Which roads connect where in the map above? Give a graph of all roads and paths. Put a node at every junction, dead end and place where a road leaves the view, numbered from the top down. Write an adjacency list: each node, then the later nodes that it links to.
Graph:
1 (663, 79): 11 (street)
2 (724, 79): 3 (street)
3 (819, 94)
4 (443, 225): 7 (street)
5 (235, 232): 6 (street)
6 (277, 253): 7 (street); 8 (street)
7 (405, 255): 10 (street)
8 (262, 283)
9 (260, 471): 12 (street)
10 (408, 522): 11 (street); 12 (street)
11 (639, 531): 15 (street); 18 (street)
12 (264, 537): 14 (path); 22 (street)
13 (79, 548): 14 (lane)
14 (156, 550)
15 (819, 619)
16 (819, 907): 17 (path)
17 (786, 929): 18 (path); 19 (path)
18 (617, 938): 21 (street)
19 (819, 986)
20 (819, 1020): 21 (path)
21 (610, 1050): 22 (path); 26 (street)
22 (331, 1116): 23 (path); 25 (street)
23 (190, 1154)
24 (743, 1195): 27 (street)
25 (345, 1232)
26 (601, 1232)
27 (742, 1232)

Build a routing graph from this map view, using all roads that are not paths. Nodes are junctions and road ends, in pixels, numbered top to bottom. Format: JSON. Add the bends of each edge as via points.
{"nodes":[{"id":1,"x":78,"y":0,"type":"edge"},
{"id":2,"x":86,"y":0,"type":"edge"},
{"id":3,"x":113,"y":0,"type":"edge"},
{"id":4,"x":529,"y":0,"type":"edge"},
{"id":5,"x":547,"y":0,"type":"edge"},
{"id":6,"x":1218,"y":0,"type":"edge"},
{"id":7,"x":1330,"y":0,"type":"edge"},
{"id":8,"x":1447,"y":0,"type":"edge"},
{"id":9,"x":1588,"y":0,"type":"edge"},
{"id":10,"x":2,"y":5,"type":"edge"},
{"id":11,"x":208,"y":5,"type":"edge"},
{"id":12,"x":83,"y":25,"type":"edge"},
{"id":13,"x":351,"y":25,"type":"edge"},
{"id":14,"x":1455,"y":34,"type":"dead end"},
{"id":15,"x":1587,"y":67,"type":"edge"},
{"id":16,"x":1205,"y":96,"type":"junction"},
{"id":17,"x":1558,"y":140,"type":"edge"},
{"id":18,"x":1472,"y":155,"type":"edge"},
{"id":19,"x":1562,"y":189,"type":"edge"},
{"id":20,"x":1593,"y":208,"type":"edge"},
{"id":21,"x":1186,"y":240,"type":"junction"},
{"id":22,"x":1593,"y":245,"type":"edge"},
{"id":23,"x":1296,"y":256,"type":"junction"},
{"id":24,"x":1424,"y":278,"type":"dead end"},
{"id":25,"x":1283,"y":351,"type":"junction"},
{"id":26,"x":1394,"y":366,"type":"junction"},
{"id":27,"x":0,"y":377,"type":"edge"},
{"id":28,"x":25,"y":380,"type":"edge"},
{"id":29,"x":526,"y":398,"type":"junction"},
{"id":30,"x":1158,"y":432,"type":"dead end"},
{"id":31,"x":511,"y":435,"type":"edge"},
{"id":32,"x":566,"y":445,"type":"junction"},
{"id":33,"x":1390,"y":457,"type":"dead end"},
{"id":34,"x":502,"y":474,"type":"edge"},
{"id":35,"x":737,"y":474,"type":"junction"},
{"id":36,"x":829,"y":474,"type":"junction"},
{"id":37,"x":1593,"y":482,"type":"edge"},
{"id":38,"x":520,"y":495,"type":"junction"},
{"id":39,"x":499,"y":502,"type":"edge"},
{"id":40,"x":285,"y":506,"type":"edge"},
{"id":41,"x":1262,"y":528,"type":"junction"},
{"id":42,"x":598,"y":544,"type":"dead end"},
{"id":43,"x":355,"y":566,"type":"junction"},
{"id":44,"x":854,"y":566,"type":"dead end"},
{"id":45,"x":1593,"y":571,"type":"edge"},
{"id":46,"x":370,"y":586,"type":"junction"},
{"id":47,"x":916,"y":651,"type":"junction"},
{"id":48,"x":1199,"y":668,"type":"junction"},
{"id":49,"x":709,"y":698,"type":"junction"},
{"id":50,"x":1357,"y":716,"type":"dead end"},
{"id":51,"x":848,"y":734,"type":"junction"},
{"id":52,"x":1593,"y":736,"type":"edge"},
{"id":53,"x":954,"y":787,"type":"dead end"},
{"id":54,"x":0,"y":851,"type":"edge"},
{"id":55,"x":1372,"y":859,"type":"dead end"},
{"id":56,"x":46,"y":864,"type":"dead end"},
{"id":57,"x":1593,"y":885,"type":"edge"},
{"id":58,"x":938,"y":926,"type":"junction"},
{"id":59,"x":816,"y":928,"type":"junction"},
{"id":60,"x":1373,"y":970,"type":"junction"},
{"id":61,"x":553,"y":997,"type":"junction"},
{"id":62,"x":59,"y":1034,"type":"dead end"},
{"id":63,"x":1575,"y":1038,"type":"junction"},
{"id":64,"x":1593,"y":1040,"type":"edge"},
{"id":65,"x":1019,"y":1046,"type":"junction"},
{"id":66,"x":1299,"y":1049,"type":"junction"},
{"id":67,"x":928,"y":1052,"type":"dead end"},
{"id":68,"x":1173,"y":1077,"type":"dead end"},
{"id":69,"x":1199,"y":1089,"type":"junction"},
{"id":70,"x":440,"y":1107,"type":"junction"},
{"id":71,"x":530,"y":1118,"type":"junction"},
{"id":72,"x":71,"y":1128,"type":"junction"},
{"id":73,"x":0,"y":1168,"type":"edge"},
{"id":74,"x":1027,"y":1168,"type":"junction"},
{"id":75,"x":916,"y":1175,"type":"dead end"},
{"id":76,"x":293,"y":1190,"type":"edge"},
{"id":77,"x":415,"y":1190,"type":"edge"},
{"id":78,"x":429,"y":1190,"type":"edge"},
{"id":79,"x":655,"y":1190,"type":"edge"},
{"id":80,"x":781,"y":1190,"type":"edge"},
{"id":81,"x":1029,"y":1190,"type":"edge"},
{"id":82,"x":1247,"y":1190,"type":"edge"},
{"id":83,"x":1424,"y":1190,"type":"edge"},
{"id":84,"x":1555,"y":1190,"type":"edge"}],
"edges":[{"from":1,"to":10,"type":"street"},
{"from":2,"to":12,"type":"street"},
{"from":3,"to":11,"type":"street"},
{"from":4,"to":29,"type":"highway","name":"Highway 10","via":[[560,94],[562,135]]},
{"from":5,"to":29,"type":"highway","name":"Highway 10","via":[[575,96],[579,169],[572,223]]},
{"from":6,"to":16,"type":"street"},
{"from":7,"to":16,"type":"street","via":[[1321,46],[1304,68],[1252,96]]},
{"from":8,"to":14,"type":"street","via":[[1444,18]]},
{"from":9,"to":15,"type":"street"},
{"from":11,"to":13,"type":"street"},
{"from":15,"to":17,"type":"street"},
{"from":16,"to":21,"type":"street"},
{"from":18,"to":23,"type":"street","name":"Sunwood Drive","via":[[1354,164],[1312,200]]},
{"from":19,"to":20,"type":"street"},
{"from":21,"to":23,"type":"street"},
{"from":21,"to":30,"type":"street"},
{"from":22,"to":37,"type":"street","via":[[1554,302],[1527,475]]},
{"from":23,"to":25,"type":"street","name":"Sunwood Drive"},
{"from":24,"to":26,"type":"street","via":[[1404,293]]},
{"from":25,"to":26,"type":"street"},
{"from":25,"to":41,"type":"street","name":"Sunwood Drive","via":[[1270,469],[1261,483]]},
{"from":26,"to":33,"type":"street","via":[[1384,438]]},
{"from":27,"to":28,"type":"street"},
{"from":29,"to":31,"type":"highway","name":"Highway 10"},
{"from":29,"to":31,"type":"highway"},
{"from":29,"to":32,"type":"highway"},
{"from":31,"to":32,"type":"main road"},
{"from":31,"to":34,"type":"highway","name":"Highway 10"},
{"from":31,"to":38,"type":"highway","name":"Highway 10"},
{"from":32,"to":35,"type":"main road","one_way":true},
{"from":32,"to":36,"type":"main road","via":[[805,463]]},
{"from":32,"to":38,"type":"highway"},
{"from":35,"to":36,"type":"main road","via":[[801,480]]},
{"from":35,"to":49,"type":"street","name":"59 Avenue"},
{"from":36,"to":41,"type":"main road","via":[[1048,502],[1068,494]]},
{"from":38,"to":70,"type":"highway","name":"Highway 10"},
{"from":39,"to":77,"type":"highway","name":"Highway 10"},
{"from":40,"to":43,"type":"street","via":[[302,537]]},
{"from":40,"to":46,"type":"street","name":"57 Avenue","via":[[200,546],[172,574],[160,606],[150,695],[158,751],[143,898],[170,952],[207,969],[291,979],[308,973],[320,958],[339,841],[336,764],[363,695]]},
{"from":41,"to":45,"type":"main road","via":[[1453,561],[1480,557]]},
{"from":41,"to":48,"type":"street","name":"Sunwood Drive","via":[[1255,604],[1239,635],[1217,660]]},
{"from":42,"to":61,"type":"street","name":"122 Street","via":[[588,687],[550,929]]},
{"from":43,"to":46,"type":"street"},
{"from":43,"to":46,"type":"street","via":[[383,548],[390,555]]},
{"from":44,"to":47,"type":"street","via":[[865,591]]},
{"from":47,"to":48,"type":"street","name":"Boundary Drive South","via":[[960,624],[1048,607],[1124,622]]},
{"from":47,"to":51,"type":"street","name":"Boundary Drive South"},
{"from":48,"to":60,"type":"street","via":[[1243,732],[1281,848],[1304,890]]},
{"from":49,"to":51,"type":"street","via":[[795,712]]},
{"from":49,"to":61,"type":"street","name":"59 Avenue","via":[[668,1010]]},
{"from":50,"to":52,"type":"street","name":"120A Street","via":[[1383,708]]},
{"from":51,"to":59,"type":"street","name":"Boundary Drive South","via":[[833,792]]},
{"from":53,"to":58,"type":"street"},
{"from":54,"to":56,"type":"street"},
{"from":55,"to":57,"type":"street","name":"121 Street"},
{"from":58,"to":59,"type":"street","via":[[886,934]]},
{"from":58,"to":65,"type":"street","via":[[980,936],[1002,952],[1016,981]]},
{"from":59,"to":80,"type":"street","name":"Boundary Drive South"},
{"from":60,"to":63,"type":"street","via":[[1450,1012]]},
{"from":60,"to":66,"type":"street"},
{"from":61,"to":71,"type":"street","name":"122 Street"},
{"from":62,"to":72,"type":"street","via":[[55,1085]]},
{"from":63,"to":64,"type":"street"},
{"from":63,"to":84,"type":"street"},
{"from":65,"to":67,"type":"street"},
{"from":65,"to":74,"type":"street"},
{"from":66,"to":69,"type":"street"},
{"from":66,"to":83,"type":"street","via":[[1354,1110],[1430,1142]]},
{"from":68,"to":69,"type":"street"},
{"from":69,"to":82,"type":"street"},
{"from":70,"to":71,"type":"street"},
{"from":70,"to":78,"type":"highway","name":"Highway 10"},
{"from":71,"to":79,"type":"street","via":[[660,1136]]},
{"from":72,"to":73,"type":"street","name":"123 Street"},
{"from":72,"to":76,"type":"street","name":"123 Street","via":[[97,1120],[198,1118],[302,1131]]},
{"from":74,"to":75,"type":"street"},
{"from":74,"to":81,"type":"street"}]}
================
» WHAT YOU WILL DO: Throughout the material above, find lines holding the word "roads", then copy them.

» ANSWER SPACE:
Which roads connect where in the map above? Give a graph of all roads and paths. Put a node at every junction, dead end and place where a road leaves the view, numbered from the top down. Write an adjacency list: each node, then the later nodes that it links to.
Build a routing graph from this map view, using all roads that are not paths. Nodes are junctions and road ends, in pixels, numbered top to bottom. Format: JSON. Add the bends of each edge as via points.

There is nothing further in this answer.